### WORK ITEM
Please make sure what you return matches the listing below exactly, minus its pictures.

---+---

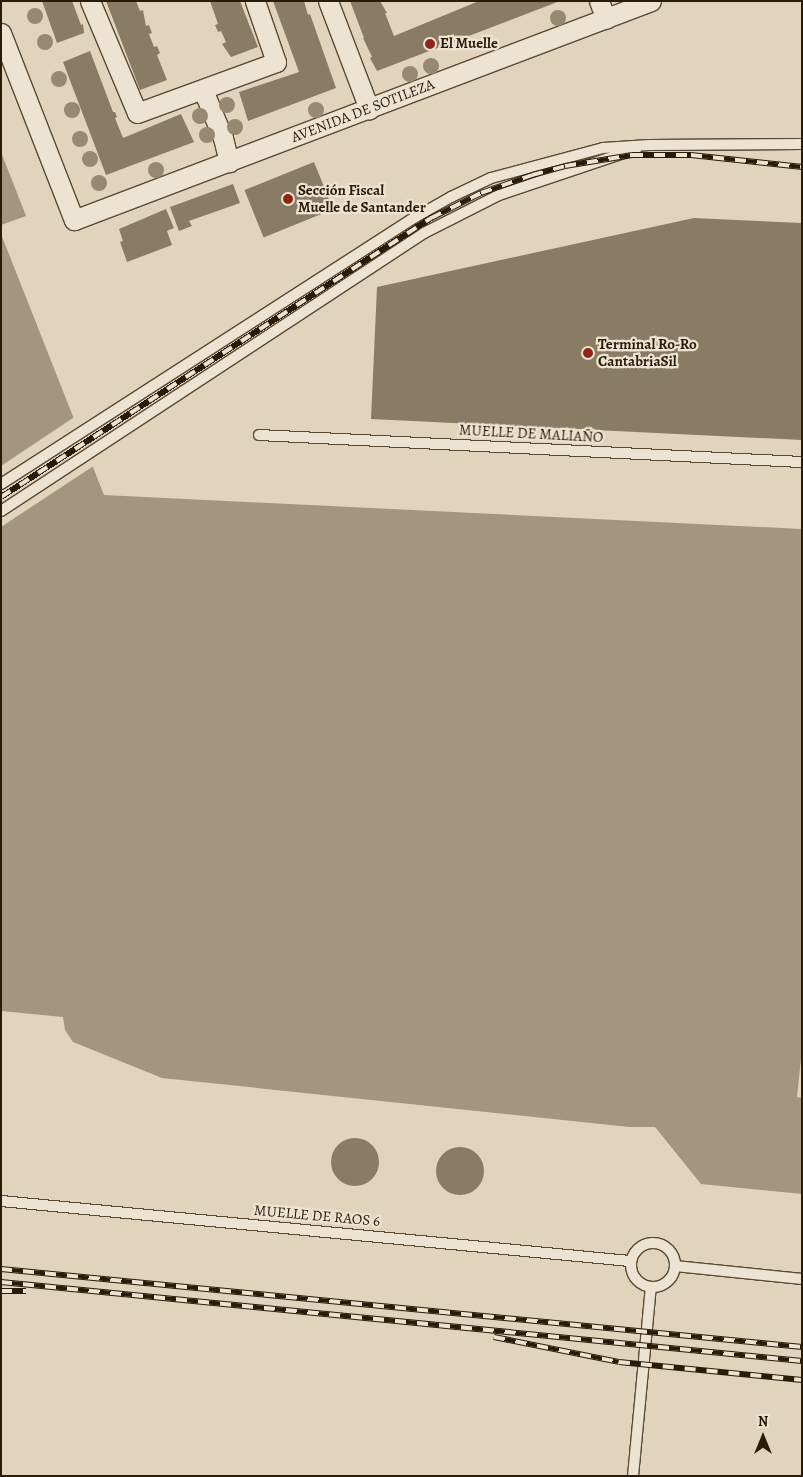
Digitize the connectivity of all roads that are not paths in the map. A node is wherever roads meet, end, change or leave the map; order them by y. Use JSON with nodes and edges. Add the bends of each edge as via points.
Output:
{"nodes":[{"id":1,"x":90,"y":1,"type":"edge"},
{"id":2,"x":255,"y":1,"type":"edge"},
{"id":3,"x":328,"y":1,"type":"edge"},
{"id":4,"x":651,"y":1,"type":"edge"},
{"id":5,"x":602,"y":10,"type":"edge"},
{"id":6,"x":1,"y":33,"type":"edge"},
{"id":7,"x":203,"y":90,"type":"junction"},
{"id":8,"x":368,"y":109,"type":"junction"},
{"id":9,"x":802,"y":144,"type":"edge"},
{"id":10,"x":649,"y":145,"type":"junction"},
{"id":11,"x":229,"y":162,"type":"junction"},
{"id":12,"x":259,"y":435,"type":"dead end"},
{"id":13,"x":802,"y":462,"type":"edge"},
{"id":14,"x":1,"y":484,"type":"edge"},
{"id":15,"x":1,"y":511,"type":"edge"},
{"id":16,"x":1,"y":1201,"type":"edge"},
{"id":17,"x":630,"y":1261,"type":"junction"},
{"id":18,"x":675,"y":1266,"type":"junction"},
{"id":19,"x":802,"y":1278,"type":"edge"},
{"id":20,"x":651,"y":1287,"type":"junction"},
{"id":21,"x":633,"y":1476,"type":"edge"}],
"edges":[{"from":1,"to":7,"type":"street","via":[[137,113]]},
{"from":2,"to":7,"type":"street","via":[[276,62]]},
{"from":3,"to":8,"type":"street"},
{"from":4,"to":5,"type":"street","name":"AVENIDA DE SOTILEZA"},
{"from":5,"to":8,"type":"street","name":"AVENIDA DE SOTILEZA"},
{"from":6,"to":11,"type":"street","name":"AVENIDA DE SOTILEZA","via":[[74,220]]},
{"from":7,"to":11,"type":"street","via":[[223,138]]},
{"from":8,"to":11,"type":"street","name":"AVENIDA DE SOTILEZA"},
{"from":9,"to":10,"type":"lane"},
{"from":10,"to":14,"type":"lane","via":[[603,148],[491,178],[451,197]]},
{"from":10,"to":15,"type":"lane","via":[[499,195],[424,233]]},
{"from":12,"to":13,"type":"lane","name":"MUELLE DE MALIAÑO"},
{"from":16,"to":17,"type":"lane","name":"MUELLE DE RAOS 6"},
{"from":17,"to":18,"type":"lane","via":[[640,1246],[658,1243],[672,1254]]},
{"from":17,"to":20,"type":"lane","via":[[635,1278]]},
{"from":18,"to":19,"type":"lane"},
{"from":18,"to":20,"type":"lane","via":[[670,1279],[658,1287]]},
{"from":20,"to":21,"type":"lane"}]}
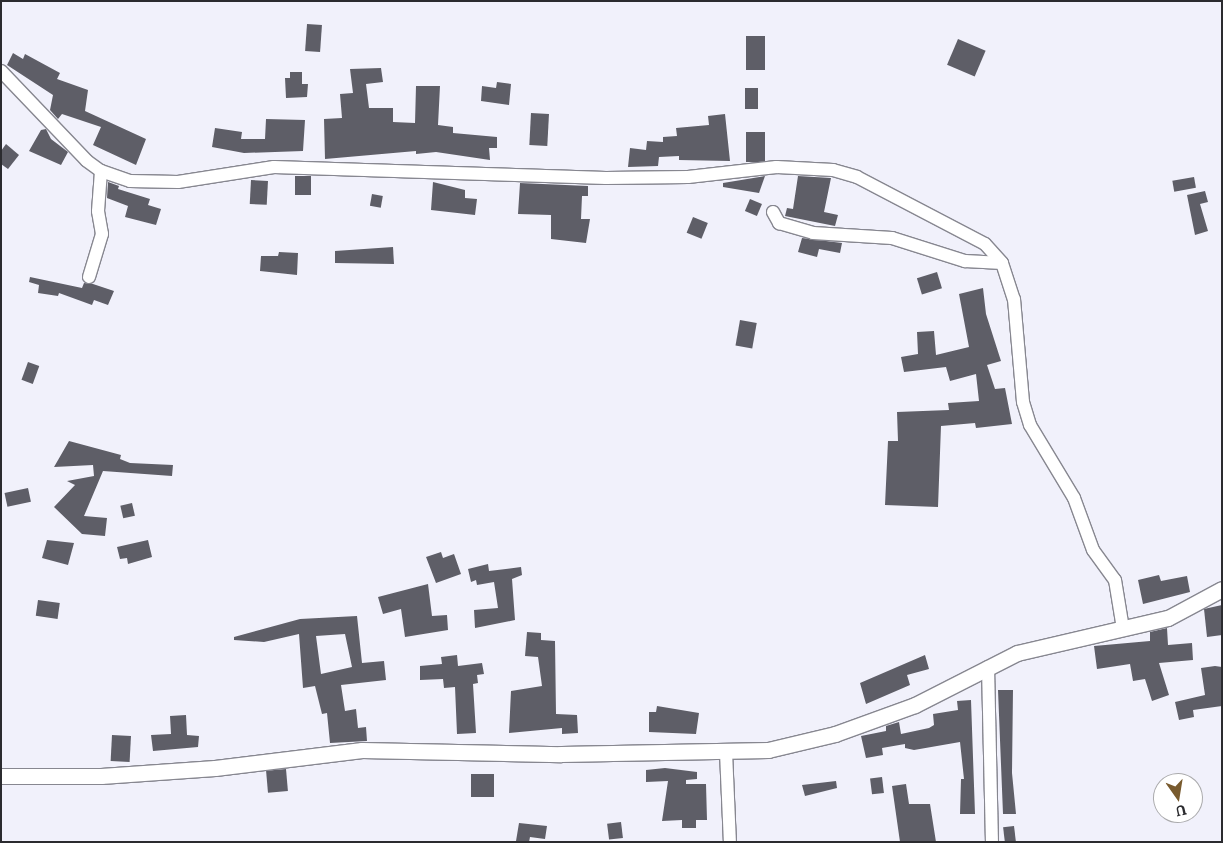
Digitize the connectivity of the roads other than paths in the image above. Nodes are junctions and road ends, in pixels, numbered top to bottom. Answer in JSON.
{"nodes":[{"id":1,"x":1,"y":72,"type":"edge"},
{"id":2,"x":101,"y":170,"type":"junction"},
{"id":3,"x":773,"y":212,"type":"dead end"},
{"id":4,"x":1002,"y":263,"type":"junction"},
{"id":5,"x":89,"y":277,"type":"dead end"},
{"id":6,"x":1222,"y":589,"type":"edge"},
{"id":7,"x":1123,"y":629,"type":"junction"},
{"id":8,"x":988,"y":667,"type":"junction"},
{"id":9,"x":726,"y":752,"type":"junction"},
{"id":10,"x":1,"y":776,"type":"edge"},
{"id":11,"x":730,"y":842,"type":"edge"},
{"id":12,"x":992,"y":842,"type":"edge"}],
"edges":[{"from":1,"to":2,"type":"street"},
{"from":2,"to":4,"type":"street"},
{"from":2,"to":5,"type":"street"},
{"from":3,"to":4,"type":"street"},
{"from":4,"to":7,"type":"street"},
{"from":6,"to":7,"type":"street"},
{"from":7,"to":8,"type":"street"},
{"from":8,"to":9,"type":"street"},
{"from":8,"to":12,"type":"street"},
{"from":9,"to":10,"type":"street"},
{"from":9,"to":11,"type":"street"}]}
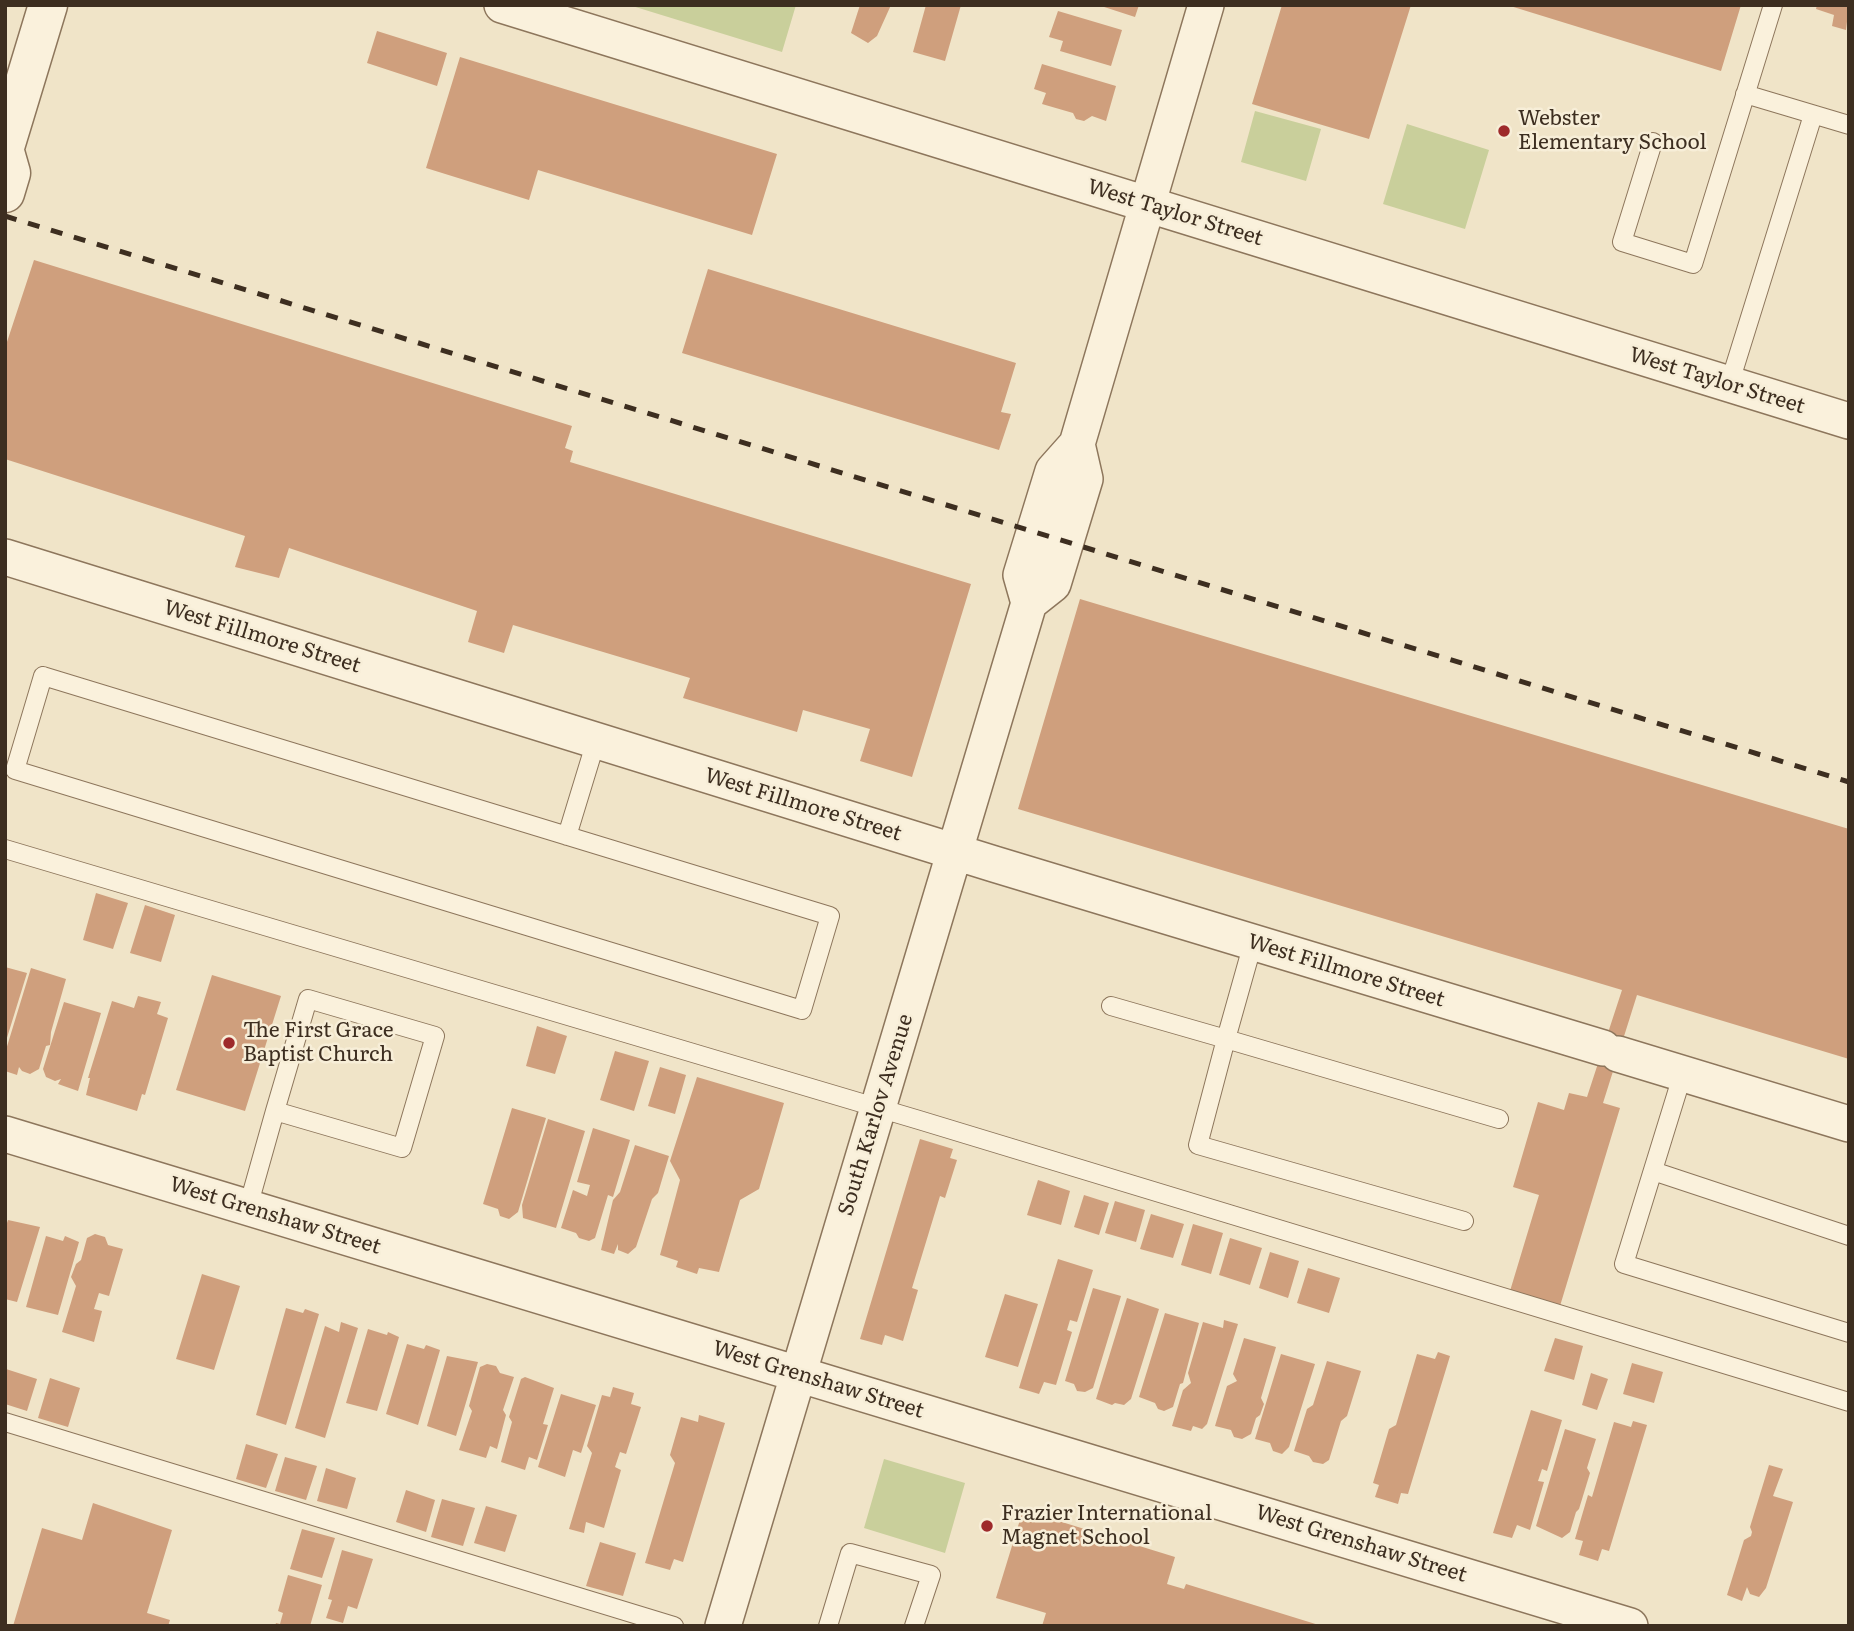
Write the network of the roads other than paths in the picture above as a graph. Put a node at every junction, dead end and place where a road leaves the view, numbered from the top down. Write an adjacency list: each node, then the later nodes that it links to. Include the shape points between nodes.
1 (48, 5): 9 (street)
2 (502, 5): 11 (street, West Taylor Street)
3 (1206, 5): 11 (street, South Karlov Avenue)
4 (1773, 5): 5 (lane)
5 (1745, 94): 6 (lane); 8 (lane, via 1693,264 1622,242)
6 (1813, 114): 7 (lane); 12 (lane)
7 (1849, 125)
8 (1653, 142)
9 (5, 149): 10 (street, via 11,173)
10 (5, 193)
11 (1147, 204): 12 (street, West Taylor Street); 18 (street, South Karlov Avenue, via 1077,444 1053,471 1021,575 1029,603)
12 (1730, 385): 13 (street, West Taylor Street)
13 (1849, 421)
14 (5, 557): 15 (street, West Fillmore Street)
15 (596, 741): 16 (lane); 18 (street, West Fillmore Street)
16 (567, 836): 16 (lane, via 831,916 802,1010 15,770 43,676)
17 (5, 849): 23 (lane)
18 (955, 852): 19 (street, West Fillmore Street); 23 (street, South Karlov Avenue)
19 (1253, 943): 21 (lane); 22 (street, West Fillmore Street)
20 (1111, 1006): 21 (lane)
21 (1226, 1039): 25 (lane); 30 (lane, via 1198,1145)
22 (1683, 1073): 26 (street, West Fillmore Street); 28 (lane)
23 (878, 1108): 33 (street, South Karlov Avenue); 34 (lane)
24 (275, 1111): 24 (lane, via 402,1148 435,1036 308,999); 29 (lane)
25 (1499, 1119)
26 (1849, 1124)
27 (5, 1134): 29 (street, West Grenshaw Street)
28 (1653, 1171): 31 (lane); 32 (lane, via 1624,1264)
29 (248, 1207): 33 (street, West Grenshaw Street)
30 (1464, 1221)
31 (1849, 1236)
32 (1849, 1334)
33 (798, 1374): 37 (street, South Karlov Avenue); 40 (street, West Grenshaw Street)
34 (1849, 1402)
35 (5, 1422): 36 (lane)
36 (674, 1626)
37 (723, 1626)
38 (828, 1626): 39 (lane, via 850,1553 931,1575)
39 (914, 1626)
40 (1630, 1626)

---+---

### REPLY TO THE TASK
Digitize the connectivity of all roads that are not paths in the map. A node is wherever roads meet, end, change or leave the map; order them by y. Use JSON with nodes and edges. Add the bends of each edge as via points.
Output:
{"nodes":[{"id":1,"x":90,"y":1,"type":"edge"},
{"id":2,"x":255,"y":1,"type":"edge"},
{"id":3,"x":328,"y":1,"type":"edge"},
{"id":4,"x":651,"y":1,"type":"edge"},
{"id":5,"x":602,"y":10,"type":"edge"},
{"id":6,"x":1,"y":33,"type":"edge"},
{"id":7,"x":203,"y":90,"type":"junction"},
{"id":8,"x":368,"y":109,"type":"junction"},
{"id":9,"x":802,"y":144,"type":"edge"},
{"id":10,"x":649,"y":145,"type":"junction"},
{"id":11,"x":229,"y":162,"type":"junction"},
{"id":12,"x":259,"y":435,"type":"dead end"},
{"id":13,"x":802,"y":462,"type":"edge"},
{"id":14,"x":1,"y":484,"type":"edge"},
{"id":15,"x":1,"y":511,"type":"edge"},
{"id":16,"x":1,"y":1201,"type":"edge"},
{"id":17,"x":630,"y":1261,"type":"junction"},
{"id":18,"x":675,"y":1266,"type":"junction"},
{"id":19,"x":802,"y":1278,"type":"edge"},
{"id":20,"x":651,"y":1287,"type":"junction"},
{"id":21,"x":633,"y":1476,"type":"edge"}],
"edges":[{"from":1,"to":7,"type":"street","via":[[137,113]]},
{"from":2,"to":7,"type":"street","via":[[276,62]]},
{"from":3,"to":8,"type":"street"},
{"from":4,"to":5,"type":"street","name":"AVENIDA DE SOTILEZA"},
{"from":5,"to":8,"type":"street","name":"AVENIDA DE SOTILEZA"},
{"from":6,"to":11,"type":"street","name":"AVENIDA DE SOTILEZA","via":[[74,220]]},
{"from":7,"to":11,"type":"street","via":[[223,138]]},
{"from":8,"to":11,"type":"street","name":"AVENIDA DE SOTILEZA"},
{"from":9,"to":10,"type":"lane"},
{"from":10,"to":14,"type":"lane","via":[[603,148],[491,178],[451,197]]},
{"from":10,"to":15,"type":"lane","via":[[499,195],[424,233]]},
{"from":12,"to":13,"type":"lane","name":"MUELLE DE MALIAÑO"},
{"from":16,"to":17,"type":"lane","name":"MUELLE DE RAOS 6"},
{"from":17,"to":18,"type":"lane","via":[[640,1246],[658,1243],[672,1254]]},
{"from":17,"to":20,"type":"lane","via":[[635,1278]]},
{"from":18,"to":19,"type":"lane"},
{"from":18,"to":20,"type":"lane","via":[[670,1279],[658,1287]]},
{"from":20,"to":21,"type":"lane"}]}
Digitize the connectivity of the roads other than paths in the image above. Nodes are junctions and road ends, in pixels, numbered top to bottom. Answer in JSON.
{"nodes":[{"id":1,"x":1,"y":72,"type":"edge"},
{"id":2,"x":101,"y":170,"type":"junction"},
{"id":3,"x":773,"y":212,"type":"dead end"},
{"id":4,"x":1002,"y":263,"type":"junction"},
{"id":5,"x":89,"y":277,"type":"dead end"},
{"id":6,"x":1222,"y":589,"type":"edge"},
{"id":7,"x":1123,"y":629,"type":"junction"},
{"id":8,"x":988,"y":667,"type":"junction"},
{"id":9,"x":726,"y":752,"type":"junction"},
{"id":10,"x":1,"y":776,"type":"edge"},
{"id":11,"x":730,"y":842,"type":"edge"},
{"id":12,"x":992,"y":842,"type":"edge"}],
"edges":[{"from":1,"to":2,"type":"street"},
{"from":2,"to":4,"type":"street"},
{"from":2,"to":5,"type":"street"},
{"from":3,"to":4,"type":"street"},
{"from":4,"to":7,"type":"street"},
{"from":6,"to":7,"type":"street"},
{"from":7,"to":8,"type":"street"},
{"from":8,"to":9,"type":"street"},
{"from":8,"to":12,"type":"street"},
{"from":9,"to":10,"type":"street"},
{"from":9,"to":11,"type":"street"}]}
Write the network of the roads other than paths in the picture above as a graph. Put a node at every junction, dead end and place where a road leaves the view, numbered from the top down. Write an adjacency list: each node, then the later nodes that it links to. Include the shape points between nodes.
1 (48, 5): 9 (street)
2 (502, 5): 11 (street, West Taylor Street)
3 (1206, 5): 11 (street, South Karlov Avenue)
4 (1773, 5): 5 (lane)
5 (1745, 94): 6 (lane); 8 (lane, via 1693,264 1622,242)
6 (1813, 114): 7 (lane); 12 (lane)
7 (1849, 125)
8 (1653, 142)
9 (5, 149): 10 (street, via 11,173)
10 (5, 193)
11 (1147, 204): 12 (street, West Taylor Street); 18 (street, South Karlov Avenue, via 1077,444 1053,471 1021,575 1029,603)
12 (1730, 385): 13 (street, West Taylor Street)
13 (1849, 421)
14 (5, 557): 15 (street, West Fillmore Street)
15 (596, 741): 16 (lane); 18 (street, West Fillmore Street)
16 (567, 836): 16 (lane, via 831,916 802,1010 15,770 43,676)
17 (5, 849): 23 (lane)
18 (955, 852): 19 (street, West Fillmore Street); 23 (street, South Karlov Avenue)
19 (1253, 943): 21 (lane); 22 (street, West Fillmore Street)
20 (1111, 1006): 21 (lane)
21 (1226, 1039): 25 (lane); 30 (lane, via 1198,1145)
22 (1683, 1073): 26 (street, West Fillmore Street); 28 (lane)
23 (878, 1108): 33 (street, South Karlov Avenue); 34 (lane)
24 (275, 1111): 24 (lane, via 402,1148 435,1036 308,999); 29 (lane)
25 (1499, 1119)
26 (1849, 1124)
27 (5, 1134): 29 (street, West Grenshaw Street)
28 (1653, 1171): 31 (lane); 32 (lane, via 1624,1264)
29 (248, 1207): 33 (street, West Grenshaw Street)
30 (1464, 1221)
31 (1849, 1236)
32 (1849, 1334)
33 (798, 1374): 37 (street, South Karlov Avenue); 40 (street, West Grenshaw Street)
34 (1849, 1402)
35 (5, 1422): 36 (lane)
36 (674, 1626)
37 (723, 1626)
38 (828, 1626): 39 (lane, via 850,1553 931,1575)
39 (914, 1626)
40 (1630, 1626)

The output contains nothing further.